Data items
----

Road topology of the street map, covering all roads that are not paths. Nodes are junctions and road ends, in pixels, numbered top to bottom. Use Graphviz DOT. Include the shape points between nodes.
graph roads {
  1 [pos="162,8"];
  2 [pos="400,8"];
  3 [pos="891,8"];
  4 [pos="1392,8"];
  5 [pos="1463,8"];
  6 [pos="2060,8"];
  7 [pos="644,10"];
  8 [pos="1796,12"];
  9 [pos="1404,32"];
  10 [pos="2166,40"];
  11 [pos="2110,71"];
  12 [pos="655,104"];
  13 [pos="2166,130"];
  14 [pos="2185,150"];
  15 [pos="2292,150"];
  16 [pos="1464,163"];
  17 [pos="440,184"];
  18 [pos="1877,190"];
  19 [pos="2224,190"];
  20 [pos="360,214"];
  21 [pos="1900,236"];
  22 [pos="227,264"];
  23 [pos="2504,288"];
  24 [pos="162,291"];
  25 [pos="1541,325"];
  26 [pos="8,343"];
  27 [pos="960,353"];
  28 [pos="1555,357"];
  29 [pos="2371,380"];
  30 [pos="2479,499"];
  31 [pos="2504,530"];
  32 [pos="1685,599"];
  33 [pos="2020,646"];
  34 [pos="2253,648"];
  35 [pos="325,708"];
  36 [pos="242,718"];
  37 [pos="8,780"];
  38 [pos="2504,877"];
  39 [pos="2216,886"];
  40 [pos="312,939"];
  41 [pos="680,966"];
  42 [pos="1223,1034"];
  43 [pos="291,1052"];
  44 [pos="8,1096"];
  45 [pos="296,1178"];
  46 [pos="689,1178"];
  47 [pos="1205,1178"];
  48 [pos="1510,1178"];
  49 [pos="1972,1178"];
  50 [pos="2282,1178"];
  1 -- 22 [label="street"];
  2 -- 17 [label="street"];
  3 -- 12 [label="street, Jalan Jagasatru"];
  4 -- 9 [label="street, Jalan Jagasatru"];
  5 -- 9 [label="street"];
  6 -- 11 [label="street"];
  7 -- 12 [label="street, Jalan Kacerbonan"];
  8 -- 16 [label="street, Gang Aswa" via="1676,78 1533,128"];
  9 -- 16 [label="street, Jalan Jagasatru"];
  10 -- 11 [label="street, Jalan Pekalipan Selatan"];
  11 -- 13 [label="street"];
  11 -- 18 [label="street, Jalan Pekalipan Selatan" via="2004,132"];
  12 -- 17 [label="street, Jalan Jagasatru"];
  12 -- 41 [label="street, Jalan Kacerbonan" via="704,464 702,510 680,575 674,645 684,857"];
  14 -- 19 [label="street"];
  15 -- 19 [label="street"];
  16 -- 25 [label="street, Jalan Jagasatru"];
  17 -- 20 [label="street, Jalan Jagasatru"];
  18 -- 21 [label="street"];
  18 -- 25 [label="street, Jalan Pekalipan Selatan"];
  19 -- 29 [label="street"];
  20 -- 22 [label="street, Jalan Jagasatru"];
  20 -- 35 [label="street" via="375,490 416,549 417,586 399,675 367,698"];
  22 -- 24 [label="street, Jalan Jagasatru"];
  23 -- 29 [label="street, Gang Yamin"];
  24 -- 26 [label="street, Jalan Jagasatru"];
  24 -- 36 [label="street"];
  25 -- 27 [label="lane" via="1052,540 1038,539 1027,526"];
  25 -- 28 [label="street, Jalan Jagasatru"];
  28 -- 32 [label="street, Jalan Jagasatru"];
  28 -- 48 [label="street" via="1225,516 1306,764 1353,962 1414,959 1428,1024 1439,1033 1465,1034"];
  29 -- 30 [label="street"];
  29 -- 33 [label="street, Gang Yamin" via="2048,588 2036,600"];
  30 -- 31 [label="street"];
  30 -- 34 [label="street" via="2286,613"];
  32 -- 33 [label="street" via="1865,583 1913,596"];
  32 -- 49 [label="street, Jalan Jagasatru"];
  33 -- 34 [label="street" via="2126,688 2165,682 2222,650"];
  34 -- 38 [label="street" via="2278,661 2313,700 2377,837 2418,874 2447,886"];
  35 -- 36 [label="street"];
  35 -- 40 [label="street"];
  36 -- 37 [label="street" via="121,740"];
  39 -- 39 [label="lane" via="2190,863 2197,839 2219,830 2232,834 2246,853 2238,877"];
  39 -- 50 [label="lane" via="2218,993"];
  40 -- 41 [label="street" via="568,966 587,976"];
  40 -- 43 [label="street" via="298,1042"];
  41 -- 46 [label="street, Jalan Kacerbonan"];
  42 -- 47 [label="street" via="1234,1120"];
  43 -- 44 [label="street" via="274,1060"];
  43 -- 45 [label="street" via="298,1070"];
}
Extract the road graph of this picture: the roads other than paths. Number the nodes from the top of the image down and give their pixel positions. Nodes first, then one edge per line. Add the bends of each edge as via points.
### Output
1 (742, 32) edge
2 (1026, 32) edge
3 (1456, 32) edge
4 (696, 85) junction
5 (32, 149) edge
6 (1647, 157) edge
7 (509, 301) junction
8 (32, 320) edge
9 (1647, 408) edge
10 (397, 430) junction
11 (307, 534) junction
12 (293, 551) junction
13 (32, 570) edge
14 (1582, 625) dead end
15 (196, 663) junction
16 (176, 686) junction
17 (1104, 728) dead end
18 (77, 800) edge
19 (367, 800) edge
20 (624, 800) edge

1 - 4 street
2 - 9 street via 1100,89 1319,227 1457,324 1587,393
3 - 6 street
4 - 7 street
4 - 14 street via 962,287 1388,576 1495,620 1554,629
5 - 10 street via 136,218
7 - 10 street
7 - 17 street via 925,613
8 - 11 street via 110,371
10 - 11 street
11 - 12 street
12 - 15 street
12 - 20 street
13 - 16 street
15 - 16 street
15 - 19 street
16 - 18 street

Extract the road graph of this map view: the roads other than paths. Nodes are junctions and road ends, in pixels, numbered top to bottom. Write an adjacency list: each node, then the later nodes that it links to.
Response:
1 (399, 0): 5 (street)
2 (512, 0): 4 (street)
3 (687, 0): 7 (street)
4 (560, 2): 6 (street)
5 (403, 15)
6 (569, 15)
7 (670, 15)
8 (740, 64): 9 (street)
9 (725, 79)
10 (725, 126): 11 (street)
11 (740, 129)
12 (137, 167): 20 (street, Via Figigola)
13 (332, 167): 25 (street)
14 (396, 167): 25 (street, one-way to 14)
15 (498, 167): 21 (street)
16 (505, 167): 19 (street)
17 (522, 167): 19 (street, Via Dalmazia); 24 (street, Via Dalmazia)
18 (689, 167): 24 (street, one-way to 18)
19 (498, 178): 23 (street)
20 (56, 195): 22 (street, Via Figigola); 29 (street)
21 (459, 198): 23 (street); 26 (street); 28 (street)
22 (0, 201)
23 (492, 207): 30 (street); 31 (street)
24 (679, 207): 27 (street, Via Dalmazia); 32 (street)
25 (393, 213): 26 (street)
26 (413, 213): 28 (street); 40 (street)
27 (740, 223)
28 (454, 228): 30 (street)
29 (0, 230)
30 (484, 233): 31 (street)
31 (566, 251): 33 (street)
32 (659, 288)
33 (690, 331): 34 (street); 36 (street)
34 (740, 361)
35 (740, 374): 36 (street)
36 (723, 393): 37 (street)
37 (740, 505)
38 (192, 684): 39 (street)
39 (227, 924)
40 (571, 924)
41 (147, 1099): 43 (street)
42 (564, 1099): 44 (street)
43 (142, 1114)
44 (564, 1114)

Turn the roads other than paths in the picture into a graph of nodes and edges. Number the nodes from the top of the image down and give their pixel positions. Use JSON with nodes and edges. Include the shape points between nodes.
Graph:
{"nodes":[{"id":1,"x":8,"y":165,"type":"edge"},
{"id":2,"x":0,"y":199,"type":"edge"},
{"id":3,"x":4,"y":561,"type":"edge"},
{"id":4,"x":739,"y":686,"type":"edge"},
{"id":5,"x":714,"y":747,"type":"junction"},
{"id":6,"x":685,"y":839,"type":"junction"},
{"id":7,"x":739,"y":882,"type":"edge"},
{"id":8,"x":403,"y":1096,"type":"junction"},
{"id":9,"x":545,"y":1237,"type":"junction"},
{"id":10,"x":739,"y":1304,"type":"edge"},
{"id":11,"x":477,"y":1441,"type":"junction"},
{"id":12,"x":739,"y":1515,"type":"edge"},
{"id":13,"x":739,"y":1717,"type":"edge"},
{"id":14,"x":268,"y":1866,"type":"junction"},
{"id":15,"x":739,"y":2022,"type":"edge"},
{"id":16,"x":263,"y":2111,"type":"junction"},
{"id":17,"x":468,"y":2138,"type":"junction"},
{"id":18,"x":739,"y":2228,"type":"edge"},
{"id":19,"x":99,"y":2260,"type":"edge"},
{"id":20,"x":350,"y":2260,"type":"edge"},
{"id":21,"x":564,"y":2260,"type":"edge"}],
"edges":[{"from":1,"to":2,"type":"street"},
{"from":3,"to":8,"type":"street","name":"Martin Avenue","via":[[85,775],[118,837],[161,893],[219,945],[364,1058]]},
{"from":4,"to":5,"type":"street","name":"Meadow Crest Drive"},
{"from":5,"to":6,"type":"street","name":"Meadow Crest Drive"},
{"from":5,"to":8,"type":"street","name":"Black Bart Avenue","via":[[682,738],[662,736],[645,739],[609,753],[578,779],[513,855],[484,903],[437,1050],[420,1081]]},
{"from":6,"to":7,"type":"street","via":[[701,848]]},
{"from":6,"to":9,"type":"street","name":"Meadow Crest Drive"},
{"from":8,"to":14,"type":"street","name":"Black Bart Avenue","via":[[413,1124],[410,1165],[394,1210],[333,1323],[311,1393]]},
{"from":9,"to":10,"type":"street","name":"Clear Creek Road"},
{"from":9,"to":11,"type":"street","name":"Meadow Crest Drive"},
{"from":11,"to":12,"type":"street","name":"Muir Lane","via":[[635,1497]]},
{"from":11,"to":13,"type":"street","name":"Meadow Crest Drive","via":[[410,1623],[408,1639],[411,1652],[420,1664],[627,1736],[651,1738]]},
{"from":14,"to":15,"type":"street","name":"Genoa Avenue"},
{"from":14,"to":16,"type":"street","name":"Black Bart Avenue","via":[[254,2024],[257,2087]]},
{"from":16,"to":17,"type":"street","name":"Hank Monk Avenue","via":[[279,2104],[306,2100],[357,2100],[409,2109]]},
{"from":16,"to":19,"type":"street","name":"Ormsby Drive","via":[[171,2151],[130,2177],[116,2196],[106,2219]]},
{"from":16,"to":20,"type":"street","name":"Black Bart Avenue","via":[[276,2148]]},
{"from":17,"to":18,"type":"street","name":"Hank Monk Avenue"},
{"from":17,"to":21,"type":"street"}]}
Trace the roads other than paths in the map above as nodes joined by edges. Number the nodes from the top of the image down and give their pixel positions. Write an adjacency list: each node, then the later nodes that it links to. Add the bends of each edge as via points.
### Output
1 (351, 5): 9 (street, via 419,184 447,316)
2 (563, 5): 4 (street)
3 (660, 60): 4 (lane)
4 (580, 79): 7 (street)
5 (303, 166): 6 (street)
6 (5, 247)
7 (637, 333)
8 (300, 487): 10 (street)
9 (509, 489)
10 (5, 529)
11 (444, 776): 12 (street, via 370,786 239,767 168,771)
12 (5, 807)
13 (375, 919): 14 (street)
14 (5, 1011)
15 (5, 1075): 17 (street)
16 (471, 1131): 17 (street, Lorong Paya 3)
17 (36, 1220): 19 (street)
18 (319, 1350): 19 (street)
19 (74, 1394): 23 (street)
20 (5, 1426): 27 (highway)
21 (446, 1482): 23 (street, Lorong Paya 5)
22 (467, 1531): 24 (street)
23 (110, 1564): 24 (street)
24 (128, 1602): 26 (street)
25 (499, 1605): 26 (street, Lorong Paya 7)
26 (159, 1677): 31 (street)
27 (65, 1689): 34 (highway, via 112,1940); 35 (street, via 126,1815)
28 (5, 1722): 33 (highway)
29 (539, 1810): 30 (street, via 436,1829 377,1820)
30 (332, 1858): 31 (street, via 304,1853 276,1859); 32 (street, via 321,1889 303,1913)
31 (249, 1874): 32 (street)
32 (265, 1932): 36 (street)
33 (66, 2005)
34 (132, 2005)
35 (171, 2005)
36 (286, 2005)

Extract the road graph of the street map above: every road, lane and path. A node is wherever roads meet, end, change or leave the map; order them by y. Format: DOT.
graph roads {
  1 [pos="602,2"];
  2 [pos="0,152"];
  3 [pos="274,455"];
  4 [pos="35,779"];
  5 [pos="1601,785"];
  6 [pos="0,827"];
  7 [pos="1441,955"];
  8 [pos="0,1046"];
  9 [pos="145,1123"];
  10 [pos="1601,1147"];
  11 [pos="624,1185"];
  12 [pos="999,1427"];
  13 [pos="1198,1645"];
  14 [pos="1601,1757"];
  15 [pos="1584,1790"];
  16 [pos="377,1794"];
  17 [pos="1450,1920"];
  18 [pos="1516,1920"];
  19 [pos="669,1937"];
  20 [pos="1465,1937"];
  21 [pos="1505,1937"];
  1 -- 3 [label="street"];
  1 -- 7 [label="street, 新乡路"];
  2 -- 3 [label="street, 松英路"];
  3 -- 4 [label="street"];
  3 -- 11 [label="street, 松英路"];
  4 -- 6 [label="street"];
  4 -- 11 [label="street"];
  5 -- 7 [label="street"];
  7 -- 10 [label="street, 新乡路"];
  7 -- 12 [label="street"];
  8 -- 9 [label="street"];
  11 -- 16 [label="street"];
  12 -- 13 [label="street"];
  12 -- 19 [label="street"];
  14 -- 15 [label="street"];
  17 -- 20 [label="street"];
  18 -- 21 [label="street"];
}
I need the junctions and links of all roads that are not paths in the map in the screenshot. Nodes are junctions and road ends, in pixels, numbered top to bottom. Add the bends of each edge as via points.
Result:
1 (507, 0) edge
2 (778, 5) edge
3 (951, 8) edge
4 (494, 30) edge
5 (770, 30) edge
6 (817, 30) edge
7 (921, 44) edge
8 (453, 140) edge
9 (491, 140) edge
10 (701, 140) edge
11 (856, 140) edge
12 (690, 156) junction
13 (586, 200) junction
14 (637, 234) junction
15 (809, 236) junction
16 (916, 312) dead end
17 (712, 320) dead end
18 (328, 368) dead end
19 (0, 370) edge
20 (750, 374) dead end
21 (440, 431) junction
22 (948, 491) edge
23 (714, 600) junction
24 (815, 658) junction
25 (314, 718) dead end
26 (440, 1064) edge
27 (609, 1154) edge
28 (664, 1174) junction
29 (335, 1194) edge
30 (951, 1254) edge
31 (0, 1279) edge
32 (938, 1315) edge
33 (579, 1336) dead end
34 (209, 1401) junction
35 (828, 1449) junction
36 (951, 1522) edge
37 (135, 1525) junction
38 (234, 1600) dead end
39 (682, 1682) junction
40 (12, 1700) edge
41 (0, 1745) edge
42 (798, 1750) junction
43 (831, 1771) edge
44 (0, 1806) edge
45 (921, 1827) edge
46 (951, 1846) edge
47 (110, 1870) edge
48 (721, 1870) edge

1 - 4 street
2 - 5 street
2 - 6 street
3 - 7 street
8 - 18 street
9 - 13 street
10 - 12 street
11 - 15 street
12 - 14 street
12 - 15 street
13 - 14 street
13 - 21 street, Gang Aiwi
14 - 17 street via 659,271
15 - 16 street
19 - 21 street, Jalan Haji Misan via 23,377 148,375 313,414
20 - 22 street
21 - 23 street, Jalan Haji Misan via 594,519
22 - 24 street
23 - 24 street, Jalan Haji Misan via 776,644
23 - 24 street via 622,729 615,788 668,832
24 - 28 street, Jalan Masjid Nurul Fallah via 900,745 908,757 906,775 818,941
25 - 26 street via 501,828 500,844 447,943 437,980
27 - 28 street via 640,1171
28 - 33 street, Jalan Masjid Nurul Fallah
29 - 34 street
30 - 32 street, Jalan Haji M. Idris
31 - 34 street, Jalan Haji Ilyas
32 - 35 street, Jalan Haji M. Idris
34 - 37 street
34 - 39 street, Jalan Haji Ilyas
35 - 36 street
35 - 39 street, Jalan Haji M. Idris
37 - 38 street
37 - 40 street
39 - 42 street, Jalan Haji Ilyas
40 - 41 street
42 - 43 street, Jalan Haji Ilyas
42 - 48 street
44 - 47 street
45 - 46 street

----

§ The task: Only the lines containing the string "Crest" are needed; pull them out of the records.

§ Result of the exercise:
{"from":4,"to":5,"type":"street","name":"Meadow Crest Drive"},
{"from":5,"to":6,"type":"street","name":"Meadow Crest Drive"},
{"from":6,"to":9,"type":"street","name":"Meadow Crest Drive"},
{"from":9,"to":11,"type":"street","name":"Meadow Crest Drive"},
{"from":11,"to":13,"type":"street","name":"Meadow Crest Drive","via":[[410,1623],[408,1639],[411,1652],[420,1664],[627,1736],[651,1738]]},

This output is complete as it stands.